I being old and sluggish, here
and you, so bright and recent, there.
A here and there how far apart,
Centuries, oceans; but take hearts:
that by one miracle we are
alone together on a star
and by another, that the two
I dearly love, love fondly, you.
About this poem
This poem was included in Best Scottish Poems 2004. Best Scottish Poems is an online publication, consisting of 20 poems chosen by a different editor each year, with comments by the editor and poets. It provides a personal overview of a year of Scottish poetry. The editor in 2004 was Hamish Whyte.
Editor’s comment:
A neglected writer, most of whose work appeared after his death. This is just a lovely, almost perfect lyric, saved from soppiness by its slight mysteriousness.
Note on the poem:
With just a little bit of help from my daughter-in-law Ann, Hannah arrived exactly fifty years to the day after I did. ‘Dear Hannah’ was as far as I know Seán Rafferty’s last poem, written in 1990 after the birth of his first (step) great grandchild in Sydney Australia, about as far away from deepest darkest central Devon as you can possibly go, discounting New Zealand. All first borns are of course heralded by portents and shooting stars, covens of good fairies rushing to endow health, wealth, Einsteinian intelligence, beauty and undiluted happiness, but few are lucky enough to have a sonnet to commemorate the event as well.
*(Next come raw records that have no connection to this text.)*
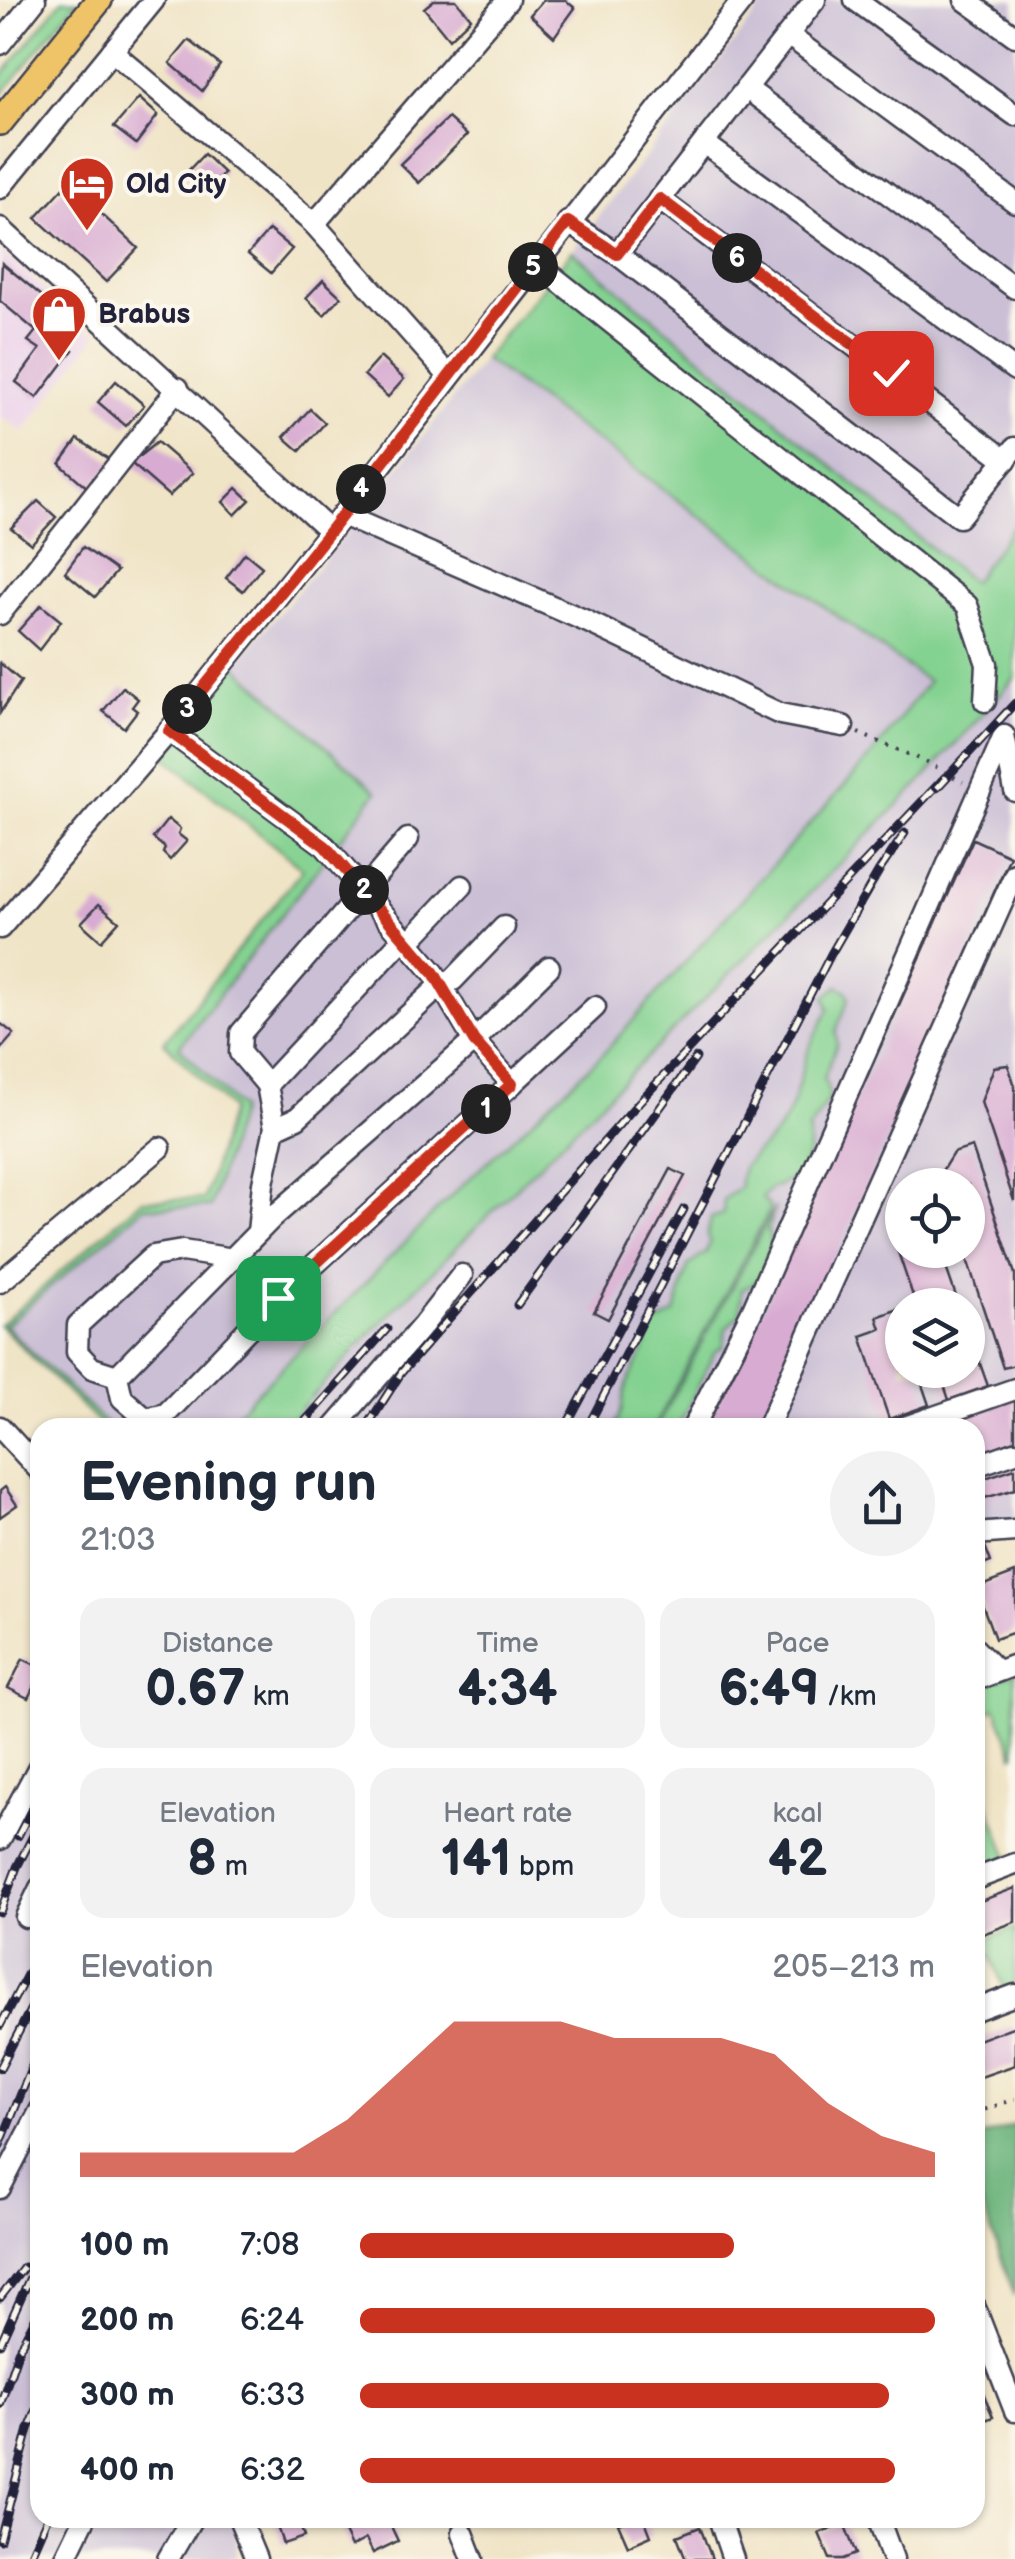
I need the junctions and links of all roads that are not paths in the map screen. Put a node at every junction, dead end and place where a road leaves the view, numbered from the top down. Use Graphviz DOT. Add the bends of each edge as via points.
graph roads {
  1 [pos="36,0"];
  2 [pos="99,0"];
  3 [pos="154,0"];
  4 [pos="508,0"];
  5 [pos="743,0"];
  6 [pos="816,0"];
  7 [pos="856,0"];
  8 [pos="965,0"];
  9 [pos="788,35"];
  10 [pos="1015,36"];
  11 [pos="0,44"];
  12 [pos="112,51"];
  13 [pos="746,88"];
  14 [pos="1015,115"];
  15 [pos="0,122"];
  16 [pos="704,143"];
  17 [pos="0,188"];
  18 [pos="660,199"];
  19 [pos="1015,202"];
  20 [pos="568,222"];
  21 [pos="314,224"];
  22 [pos="0,228"];
  23 [pos="617,254"];
  24 [pos="536,263"];
  25 [pos="1015,288"];
  26 [pos="1015,370"];
  27 [pos="448,375"];
  28 [pos="178,388"];
  29 [pos="1011,454"];
  30 [pos="336,523"];
  31 [pos="0,614"];
  32 [pos="985,701"];
  33 [pos="843,726"];
  34 [pos="169,731"];
  35 [pos="1010,735"];
  36 [pos="1015,791"];
  37 [pos="408,839"];
  38 [pos="1015,874"];
  39 [pos="462,886"];
  40 [pos="362,889"];
  41 [pos="504,926"];
  42 [pos="0,928"];
  43 [pos="406,941"];
  44 [pos="549,967"];
  45 [pos="441,984"];
  46 [pos="595,1007"];
  47 [pos="474,1041"];
  48 [pos="266,1084"];
  49 [pos="512,1084"];
  50 [pos="274,1128"];
  51 [pos="160,1148"];
  52 [pos="258,1232"];
  53 [pos="233,1259"];
  54 [pos="462,1274"];
  55 [pos="0,1282"];
  56 [pos="117,1376"];
  57 [pos="1015,1389"];
  58 [pos="145,1418"];
  59 [pos="150,1418"];
  60 [pos="343,1418"];
  61 [pos="698,1418"];
  62 [pos="771,1418"];
  63 [pos="931,1418"];
  64 [pos="0,1428"];
  65 [pos="1015,1452"];
  66 [pos="30,1460"];
  67 [pos="985,1462"];
  68 [pos="1015,1531"];
  69 [pos="985,1533"];
  70 [pos="30,1784"];
  71 [pos="0,1839"];
  72 [pos="1015,1864"];
  73 [pos="985,1876"];
  74 [pos="30,1909"];
  75 [pos="26,1917"];
  76 [pos="1015,1996"];
  77 [pos="985,2006"];
  78 [pos="30,2130"];
  79 [pos="0,2188"];
  80 [pos="985,2334"];
  81 [pos="1015,2411"];
  82 [pos="81,2528"];
  83 [pos="186,2528"];
  84 [pos="243,2528"];
  85 [pos="722,2528"];
  86 [pos="882,2528"];
  87 [pos="463,2533"];
  88 [pos="65,2559"];
  89 [pos="168,2559"];
  90 [pos="256,2559"];
  91 [pos="474,2559"];
  92 [pos="733,2559"];
  93 [pos="893,2559"];
  1 -- 11 [label="street"];
  2 -- 15 [label="main road"];
  3 -- 12 [label="street"];
  4 -- 21 [label="street"];
  5 -- 20 [label="street"];
  6 -- 9 [label="street"];
  7 -- 14 [label="street"];
  8 -- 10 [label="street"];
  9 -- 13 [label="street"];
  9 -- 19 [label="street"];
  12 -- 17 [label="street"];
  12 -- 21 [label="street"];
  13 -- 16 [label="street"];
  13 -- 25 [label="street"];
  16 -- 18 [label="street"];
  16 -- 26 [label="street"];
  18 -- 23 [label="street"];
  18 -- 29 [label="street"];
  20 -- 23 [label="street"];
  20 -- 24 [label="street"];
  21 -- 27 [label="street"];
  22 -- 28 [label="street"];
  23 -- 29 [label="street" via="958,517"];
  24 -- 27 [label="street"];
  24 -- 32 [label="street" via="967,605 987,664"];
  27 -- 30 [label="street"];
  28 -- 30 [label="street"];
  28 -- 31 [label="street"];
  30 -- 33 [label="street" via="586,621 780,714"];
  30 -- 34 [label="street"];
  34 -- 40 [label="street" via="325,846"];
  34 -- 42 [label="street"];
  35 -- 36 [label="street"];
  35 -- 61 [label="street" via="752,1312"];
  37 -- 40 [label="street"];
  38 -- 62 [label="street"];
  39 -- 43 [label="street"];
  40 -- 43 [label="street"];
  40 -- 48 [label="street" via="241,1032 240,1053"];
  41 -- 45 [label="street" via="453,980"];
  43 -- 45 [label="street"];
  43 -- 48 [label="street"];
  44 -- 47 [label="street"];
  45 -- 47 [label="street"];
  45 -- 50 [label="street" via="297,1118"];
  46 -- 49 [label="street"];
  47 -- 49 [label="street"];
  47 -- 52 [label="street"];
  48 -- 50 [label="street"];
  49 -- 59 [label="street" via="278,1298 166,1414"];
  50 -- 52 [label="street"];
  51 -- 55 [label="street"];
  52 -- 53 [label="street"];
  53 -- 56 [label="street"];
  53 -- 56 [label="street" via="182,1251 154,1256 78,1325 78,1352 92,1368"];
  54 -- 60 [label="street"];
  56 -- 58 [label="street" via="122,1398"];
  57 -- 63 [label="street"];
  64 -- 66 [label="street"];
  65 -- 67 [label="street"];
  68 -- 69 [label="street"];
  70 -- 71 [label="street"];
  72 -- 73 [label="street"];
  74 -- 75 [label="street"];
  76 -- 77 [label="street"];
  78 -- 79 [label="street"];
  80 -- 81 [label="street"];
  82 -- 88 [label="street"];
  83 -- 89 [label="street"];
  84 -- 90 [label="street"];
  85 -- 92 [label="street"];
  86 -- 93 [label="street"];
  87 -- 91 [label="street"];
}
It’s an amazingly literal poem when one comes to think about it, though in fact they did both manage to be born in the same century, if at the very farthest ends of it. The oceans though are all too real, and those whom he so dearly loved, (myself his daughter, & my husband John) do indeed love Hannah.
The poem arrived in an ordinary blue foldover airmail letter, and I have found no working notes to chart its course, indeed it seems it was the manuscript. It came complete into the world, a final grace note, a flourish, a flick of wrist to show just how it can be done.